Reluctantly, I googled codependency when I got home. Duh. When I was a teenager, my mother pulled me aside for the talk. She had been doing some work around healing herself as an adult child of an alcoholic. She was concerned she had passed down codependent tendencies to me. I heard the words but shrugged them off.




I never thought about codependency being about playing the martyr role in any relationship, personal or professional.  About four years ago, when I quit the teaching job that had taken over my life for a decade, I began to break the pattern. I started demanding things from my ex in the following year, and it didn’t go so well. I escaped with emotional distance; there was less conflict at home, but I had left the building. It was an overcorrection I was never able to undo.


What I want more than anything is to prevent my daughters from  blindly marching forward for the martyr cause. I see the tendencies in them already. A couple months back, I found Daisy crying in the dirt several feet away from a neighbor kid she adores who had rejected her to play with someone else. The kids in question had just been over to eat our food and were now playing with Daisy’s toys while making mean comments about her.
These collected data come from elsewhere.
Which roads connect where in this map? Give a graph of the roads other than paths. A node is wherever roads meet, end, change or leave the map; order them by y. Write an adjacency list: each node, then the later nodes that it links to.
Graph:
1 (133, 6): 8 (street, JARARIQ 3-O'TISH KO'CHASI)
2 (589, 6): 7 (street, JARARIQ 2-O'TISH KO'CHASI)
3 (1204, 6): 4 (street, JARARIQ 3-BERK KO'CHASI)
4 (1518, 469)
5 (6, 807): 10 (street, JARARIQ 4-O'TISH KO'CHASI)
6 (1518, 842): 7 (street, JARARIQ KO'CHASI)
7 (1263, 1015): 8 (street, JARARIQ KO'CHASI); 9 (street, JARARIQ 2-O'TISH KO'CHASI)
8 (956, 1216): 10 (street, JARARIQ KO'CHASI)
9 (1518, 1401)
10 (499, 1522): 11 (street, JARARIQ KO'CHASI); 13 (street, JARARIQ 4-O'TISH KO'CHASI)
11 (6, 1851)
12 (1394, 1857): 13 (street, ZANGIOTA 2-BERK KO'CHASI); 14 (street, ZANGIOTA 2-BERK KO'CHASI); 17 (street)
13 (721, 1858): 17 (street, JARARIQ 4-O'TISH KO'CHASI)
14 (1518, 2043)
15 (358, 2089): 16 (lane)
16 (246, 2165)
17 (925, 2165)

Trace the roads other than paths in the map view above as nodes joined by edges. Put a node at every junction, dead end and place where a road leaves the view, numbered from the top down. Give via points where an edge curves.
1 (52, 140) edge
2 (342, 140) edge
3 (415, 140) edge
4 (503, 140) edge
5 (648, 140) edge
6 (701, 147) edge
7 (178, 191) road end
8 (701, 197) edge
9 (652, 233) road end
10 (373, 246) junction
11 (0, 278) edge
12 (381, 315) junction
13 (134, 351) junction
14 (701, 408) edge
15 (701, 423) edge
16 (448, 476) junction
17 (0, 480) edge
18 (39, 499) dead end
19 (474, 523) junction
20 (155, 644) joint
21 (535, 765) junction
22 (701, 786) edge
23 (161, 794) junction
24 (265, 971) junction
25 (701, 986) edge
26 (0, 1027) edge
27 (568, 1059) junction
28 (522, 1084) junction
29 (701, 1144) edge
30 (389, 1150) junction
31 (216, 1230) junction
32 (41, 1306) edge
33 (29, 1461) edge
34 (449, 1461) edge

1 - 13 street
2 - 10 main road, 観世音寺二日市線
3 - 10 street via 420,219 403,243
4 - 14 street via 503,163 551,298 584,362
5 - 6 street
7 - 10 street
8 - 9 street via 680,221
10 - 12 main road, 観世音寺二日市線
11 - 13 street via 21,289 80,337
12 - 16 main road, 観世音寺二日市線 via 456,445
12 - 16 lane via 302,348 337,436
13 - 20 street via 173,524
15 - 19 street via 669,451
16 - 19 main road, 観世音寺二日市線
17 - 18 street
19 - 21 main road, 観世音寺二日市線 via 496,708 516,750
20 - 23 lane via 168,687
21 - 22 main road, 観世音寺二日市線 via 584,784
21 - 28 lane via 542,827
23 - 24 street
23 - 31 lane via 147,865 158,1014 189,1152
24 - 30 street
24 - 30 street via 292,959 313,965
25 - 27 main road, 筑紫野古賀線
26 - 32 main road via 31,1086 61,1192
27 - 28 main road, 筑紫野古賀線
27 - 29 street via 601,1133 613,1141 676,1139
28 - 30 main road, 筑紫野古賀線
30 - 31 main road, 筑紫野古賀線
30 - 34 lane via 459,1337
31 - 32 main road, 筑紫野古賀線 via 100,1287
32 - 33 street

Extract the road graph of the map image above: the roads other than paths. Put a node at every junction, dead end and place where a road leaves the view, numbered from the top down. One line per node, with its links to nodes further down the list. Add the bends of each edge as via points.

She sat and cried dramatically, unwilling to leave with me. I came unglued.

I loudly instructed Daisy on how she should have handled the situation. Not exactly sure what I said because the fire coming out of my ears made it hard to hear. I know I took our toys back and said the other kids weren’t welcome in our apartment. My reaction was ridiculous, and those neighbor relations have only recently thawed.


There was a point when I felt like I had disappeared in the face of caring for others. I dreaded the little bios you always have to write for work or conferences or whatever; I had nothing to say. It’s been interesting learning to think about my needs, and I’m not great at it. I can be unreasonable, too open, and overemotional, but I’m adjusting. For now, that's enough.

Sunday, October 2, 2011

Family Restaurant



On our way out of a family restaurant recently, Daisy and Violet wanted to take a detour by the video game room. Because fun is my middle name, I was like, sure! Perfect opportunity to clean out my purse. As the girls stood on their tippy toes to play games they weren’t actually playing most of the time, I sorted my purse refuse into piles on the purple velvet couch cushion to my right.


A man appeared in a nearby chair. He had boys who joined my girls at the video games. As he chatted me up, I quietly put away my purse project. I am a strange mix of shy and social. I can talk to anyone about anything, and I can’t talk at all. I don’t know why certain situations make me feel so inhibited, but I know I don’t do pickup convos. If I even wonder if that’s what’s up, I sprint for the nearest exit.  


Of course, I couldn’t ditch the kids. And, who cares about what the other person’s intent is? I must strive to keep an open mind because what else is there. Anyway, the conversation warmed up a bit and he asked me where we live. When I told him, his response was enthusiastic as he identified his favorite local hangout.


I asked him what he liked to do there, and he pointed to the margarita sitting in front of him on the coffee table between us, “I like to drink. I fill up my cooler with alcohol, sit on the beach all day, and watch the guys play volleyball.”
Wow.
He added, “I watch the girls too.”
Great. I was so tempted to be like, Dude, let me give you some feedback. However, I think we can all agree his campaign of transparency is in the best interest of divorced mothers at family restaurants everywhere.


By the time he was describing his parents’ house in Hawaii, I was summoning the girls to escort me for a quick exit. Dear Guys Who Don’t Know, parents and parent homes are never impressive in the first conversation you have with a woman. Hawaii or no.